Под портретом разговора. Вон он - капитан первого ранга, молодой, крепколицый, строгий. Висит, как икона. А на него тут и молятся, и вот именно что под портретом этим и усаживает Геннадия тетушка, когда приходит неизбежная необходимость высказать ему, что она о нем, непутевом, думает. Господи, какая бедная у них комната, какая убогая мебель! Повел глазами от этого портрета, а только и смотреть здесь можно на этот портрет. Нарядный мундир, три звезды на погонах с просветом, ордена, и не шуточные. Одна тут удача, один тут признак успеха - этот портрет. А все остальное твердит, кричит о бедности. Из года в год, из года в год. Но гордой бедности. Все тут чисто, прибрано, всякая вещь обласкана заботой и потому и служит этим людям, давно заступив в возраст ветхости, в пенсионный свой возраст - есть и для вещей пора пенсии, пора покоя. Свалки, что ли? А это как поглядеть. Да, старье кругом, из прошлого века диван, стол, стулья, шкаф этот, набитый старыми книгами. Поднови все это, может, и какой-нибудь любитель старины купил бы, гордясь, у себя бы выставил. Но здесь были не подновленные вещи, а ухоженные, оберегаемые, а потому они не казались старинными, они казались здесь просто старыми, но, увы, необходимыми.

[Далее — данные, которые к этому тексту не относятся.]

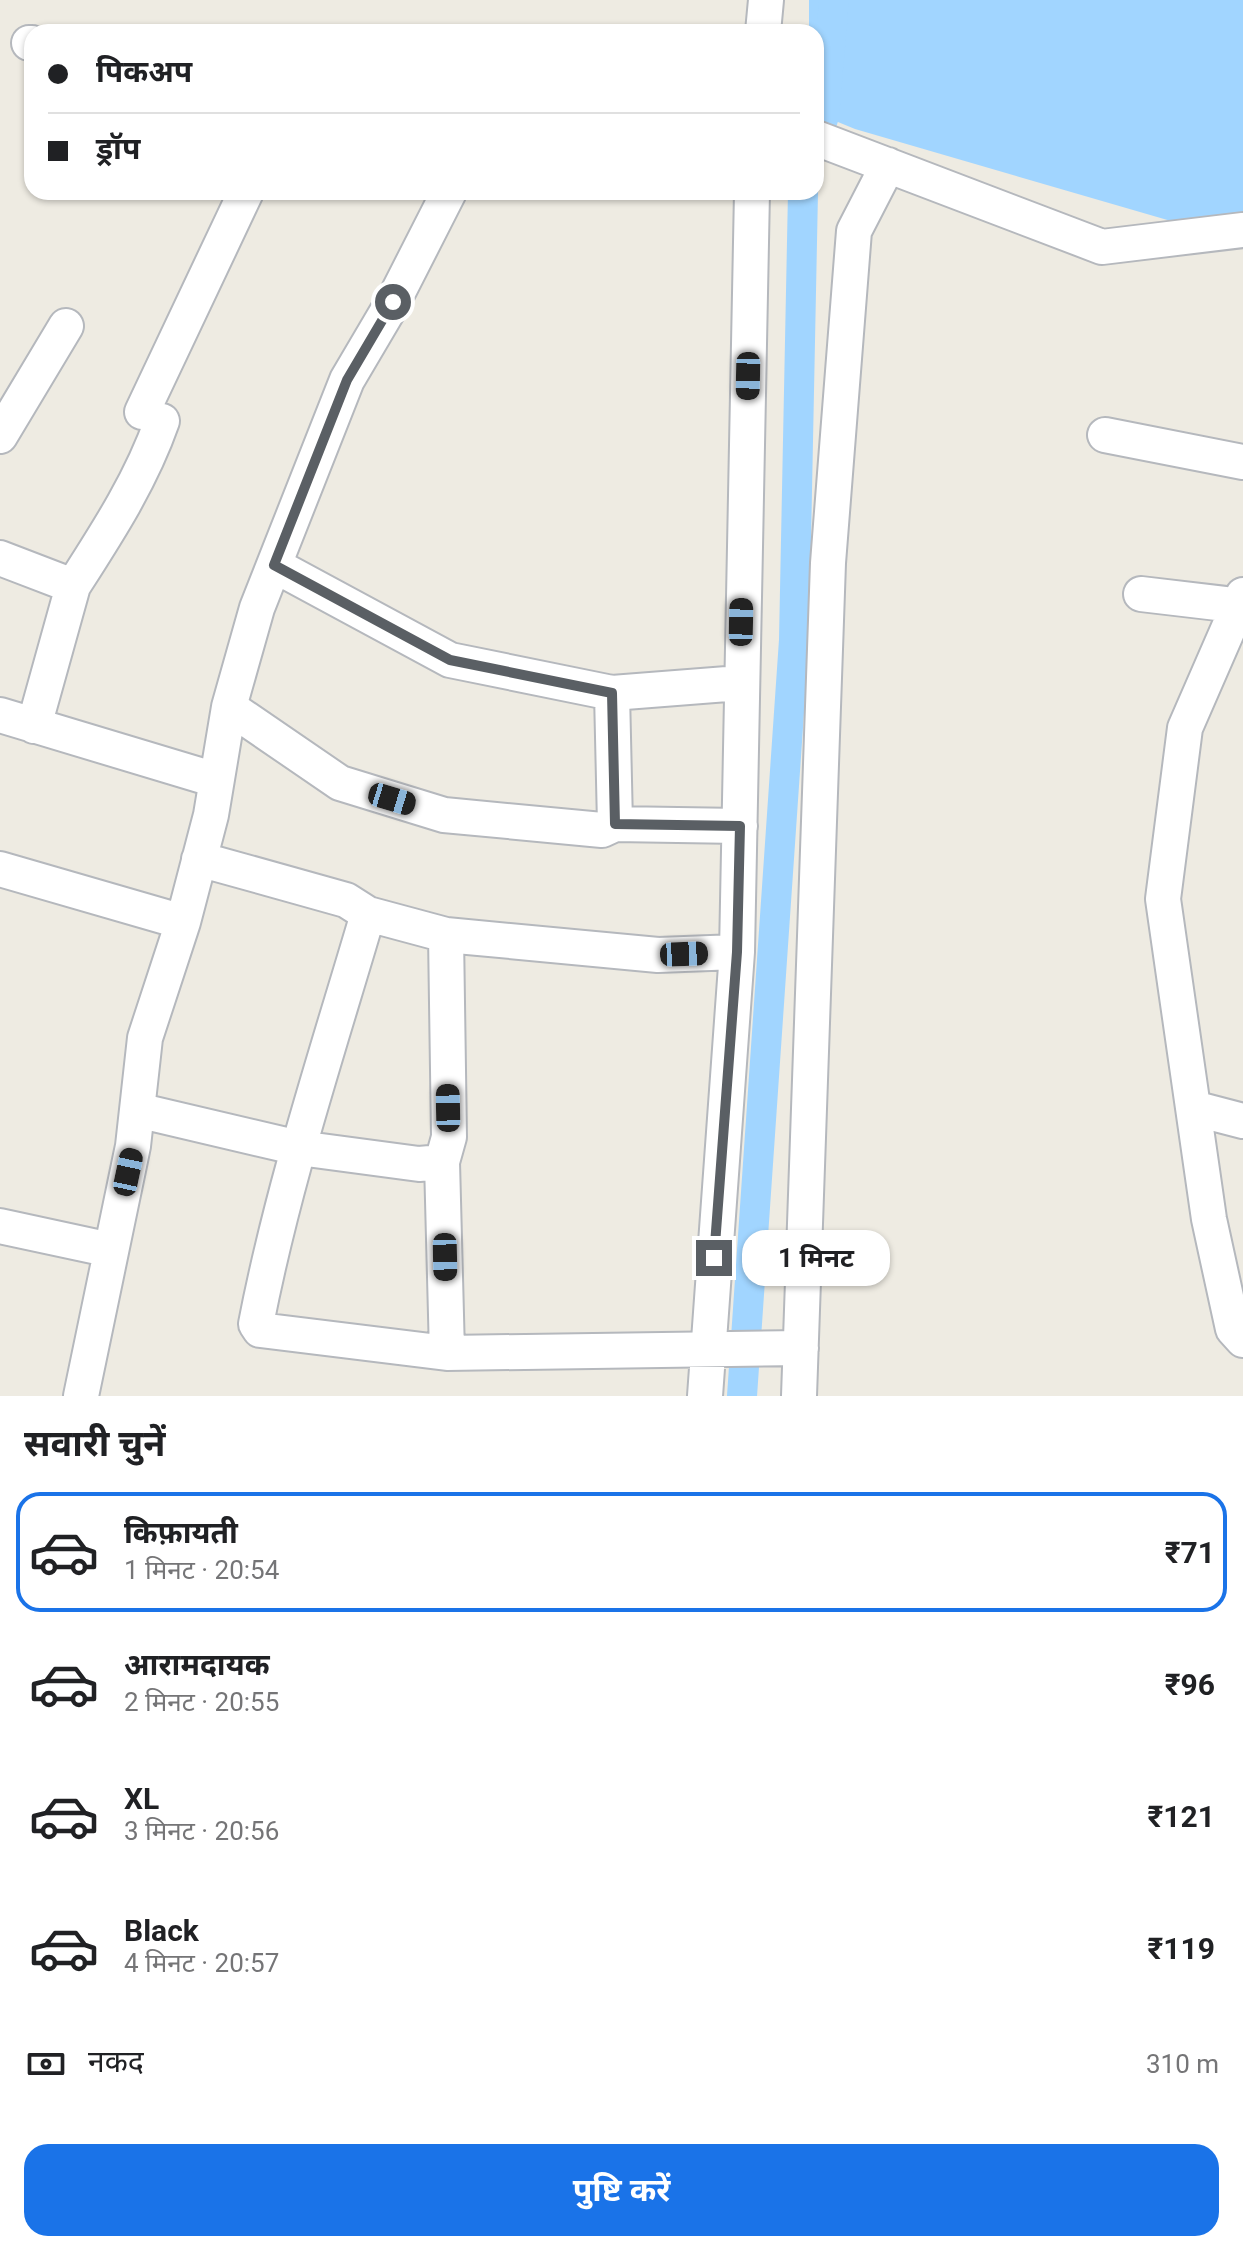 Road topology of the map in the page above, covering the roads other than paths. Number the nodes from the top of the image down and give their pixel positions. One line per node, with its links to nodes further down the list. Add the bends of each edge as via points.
1 (766, 0): 2 (street)
2 (764, 24)
3 (824, 141): 4 (street)
4 (882, 163): 8 (street, via 1102,247); 40 (street, via 854,231 828,563)
5 (243, 200): 15 (street, via 152,417 151,454)
6 (445, 200): 14 (street, via 347,380)
7 (752, 200): 18 (street)
8 (1243, 230)
9 (66, 326): 11 (street)
10 (1105, 435): 12 (street)
11 (0, 436)
12 (1243, 462)
13 (0, 558): 15 (street)
14 (274, 565): 19 (street, via 450,660); 20 (street)
15 (73, 586): 22 (street)
16 (1141, 594): 17 (street)
17 (1242, 602): 32 (street, via 1185,728 1163,899)
18 (740, 683): 19 (street); 25 (street)
19 (612, 693): 24 (street)
20 (229, 707): 23 (street); 24 (street, via 340,783 444,815 602,830)
21 (0, 715): 22 (street)
22 (34, 726): 23 (street)
23 (216, 780): 26 (street)
24 (615, 824): 25 (street)
25 (740, 826): 31 (street)
26 (199, 859): 28 (street, via 346,900); 29 (street)
27 (0, 869): 29 (street)
28 (368, 914): 30 (street); 35 (street)
29 (183, 922): 33 (street, via 145,1038)
30 (446, 935): 31 (street, via 658,955); 36 (street, via 449,1137)
31 (737, 952): 41 (street)
32 (1193, 1108): 34 (street); 39 (street, via 1209,1219 1233,1329)
33 (137, 1110): 35 (street); 38 (street)
34 (1243, 1121)
35 (299, 1148): 36 (street, via 419,1164); 42 (street, via 262,1295 256,1324 260,1330)
36 (442, 1162): 42 (street)
37 (0, 1226): 38 (street)
38 (111, 1250): 43 (street)
39 (1243, 1340)
40 (800, 1348): 41 (street); 45 (street)
41 (714, 1349): 42 (street); 44 (street)
42 (447, 1353)
43 (81, 1396)
44 (705, 1396)
45 (799, 1396)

Хотя вот в углу, где его койка и его столик, Геннадий обнаружил и совсем новую вещь, этот магнитофон кассетный, сработанный где-то в Гонконге. Каким же убогим сейчас показался ему этот ящичек, которым он так гордился. Все, все померкло! А эти цветные открытки с любимыми киногероями и киногероинями, которые он собирал и наклеивал на картонный лист, - на них, в эти лица счастливые да красивые, просто тошно было глядеть. Там была и Анна Лунина, в центре была. Вышвырнуть к чертям собачьим этот картон! Завтра же! Нет, немедленно! Геннадий шагнул в свой угол, сорвал со стены картон с кинозвездами, решительно протянул Клавдии Дмитриевне.
- Дарю! Повесьте у себя в комнате. Ведь вы когда-то тоже были актрисой. Или чем-то в этом роде.
- Мальчик, тебя обидели там? - внимательно поглядела на Геннадия старуха. А машинка за спиной смолкла.
- Прошу, возьмите. - Он приставил к спинке стула картон и стремительно вышел из комнаты. И понял: да, его там обидели. Нет, не понял, а ощутил эту обиду. Горько, сиро стало на душе. Как в детстве, когда обижался в детстве. Но тогда можно было пореветь хоть, забившись в угол, можно было наказать родную тетку, отказавшись от обеда, - пусть, пусть страдает. Сейчас ничего этого сделать нельзя было, ни с кем не споловинить жжения этого в груди, обиды этой.
В их квартире, в старой квартире, в старом, дореволюционной постройки доходном доме, жило несколько семейств, все больше старики остались. Ванная комната у них была загромождена старыми вещами, стариками-вещами. Но все же душ работал. Старинный, обширный, как зонт. Он бы мог поменять тут все, но не хотел, "зонт" служил отлично, медные краны были надежными, хоть им было близко к ста. А ванная сама была размерами в нынешний небольшой бассейн.
Он встал под душ, содрав прилипшую, пропотевшую одежду. Хрустнули, напомнили о себе четвертные. Куда-нибудь бы деть их поскорее. Купить какую-нибудь ненужную вещь, притащить в дом. Пусть сверкает среди старья. А зачем? Да и тетка вышвырнет, укорив: "Твой дядя ни одного рубля не заработал бесчестно".
Он встал под душ, пустив яростно горячую воду, хотя хотел пустить холодную, в спешке спутал краны. Но сперва даже не заметил, что шпарит на него кипяток. Заметив же, зло сам себя этим кипятком высек. Задохнувшись, терпел и терпел. А когда понял, что сейчас сварится, рванул тело в сторону. Кровь гудела, звенела в нем, он сильно обжегся. Так в парилке случается, если неразумно шагнешь через две-три ступени, сразу ступив под потолок.